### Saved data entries

:::

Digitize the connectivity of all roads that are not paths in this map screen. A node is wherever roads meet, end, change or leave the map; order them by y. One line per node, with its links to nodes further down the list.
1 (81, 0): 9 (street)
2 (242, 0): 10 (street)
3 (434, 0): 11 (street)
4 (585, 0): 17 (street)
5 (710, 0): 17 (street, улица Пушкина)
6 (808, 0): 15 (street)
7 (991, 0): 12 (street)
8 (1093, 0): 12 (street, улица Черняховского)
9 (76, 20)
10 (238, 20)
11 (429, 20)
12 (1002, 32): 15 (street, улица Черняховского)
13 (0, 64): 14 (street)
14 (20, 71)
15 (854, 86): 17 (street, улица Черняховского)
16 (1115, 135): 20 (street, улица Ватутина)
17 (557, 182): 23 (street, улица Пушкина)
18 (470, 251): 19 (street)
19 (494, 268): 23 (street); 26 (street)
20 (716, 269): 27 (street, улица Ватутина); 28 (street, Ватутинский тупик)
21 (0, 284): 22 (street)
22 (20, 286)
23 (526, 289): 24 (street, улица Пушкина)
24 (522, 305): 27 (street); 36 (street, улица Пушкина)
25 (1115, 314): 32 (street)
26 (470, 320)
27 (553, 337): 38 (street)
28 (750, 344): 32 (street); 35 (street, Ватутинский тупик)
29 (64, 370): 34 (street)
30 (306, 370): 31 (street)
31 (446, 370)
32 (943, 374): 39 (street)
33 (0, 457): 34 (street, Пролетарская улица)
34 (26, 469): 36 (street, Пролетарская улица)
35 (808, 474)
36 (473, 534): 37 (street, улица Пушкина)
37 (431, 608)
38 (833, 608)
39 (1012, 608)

:::

### Problem details
All records must be transcribed exactly, with none left out.

### Exercise answer
Digitize the connectivity of all roads that are not paths in this map screen. A node is wherever roads meet, end, change or leave the map; order them by y. One line per node, with its links to nodes further down the list.
1 (81, 0): 9 (street)
2 (242, 0): 10 (street)
3 (434, 0): 11 (street)
4 (585, 0): 17 (street)
5 (710, 0): 17 (street, улица Пушкина)
6 (808, 0): 15 (street)
7 (991, 0): 12 (street)
8 (1093, 0): 12 (street, улица Черняховского)
9 (76, 20)
10 (238, 20)
11 (429, 20)
12 (1002, 32): 15 (street, улица Черняховского)
13 (0, 64): 14 (street)
14 (20, 71)
15 (854, 86): 17 (street, улица Черняховского)
16 (1115, 135): 20 (street, улица Ватутина)
17 (557, 182): 23 (street, улица Пушкина)
18 (470, 251): 19 (street)
19 (494, 268): 23 (street); 26 (street)
20 (716, 269): 27 (street, улица Ватутина); 28 (street, Ватутинский тупик)
21 (0, 284): 22 (street)
22 (20, 286)
23 (526, 289): 24 (street, улица Пушкина)
24 (522, 305): 27 (street); 36 (street, улица Пушкина)
25 (1115, 314): 32 (street)
26 (470, 320)
27 (553, 337): 38 (street)
28 (750, 344): 32 (street); 35 (street, Ватутинский тупик)
29 (64, 370): 34 (street)
30 (306, 370): 31 (street)
31 (446, 370)
32 (943, 374): 39 (street)
33 (0, 457): 34 (street, Пролетарская улица)
34 (26, 469): 36 (street, Пролетарская улица)
35 (808, 474)
36 (473, 534): 37 (street, улица Пушкина)
37 (431, 608)
38 (833, 608)
39 (1012, 608)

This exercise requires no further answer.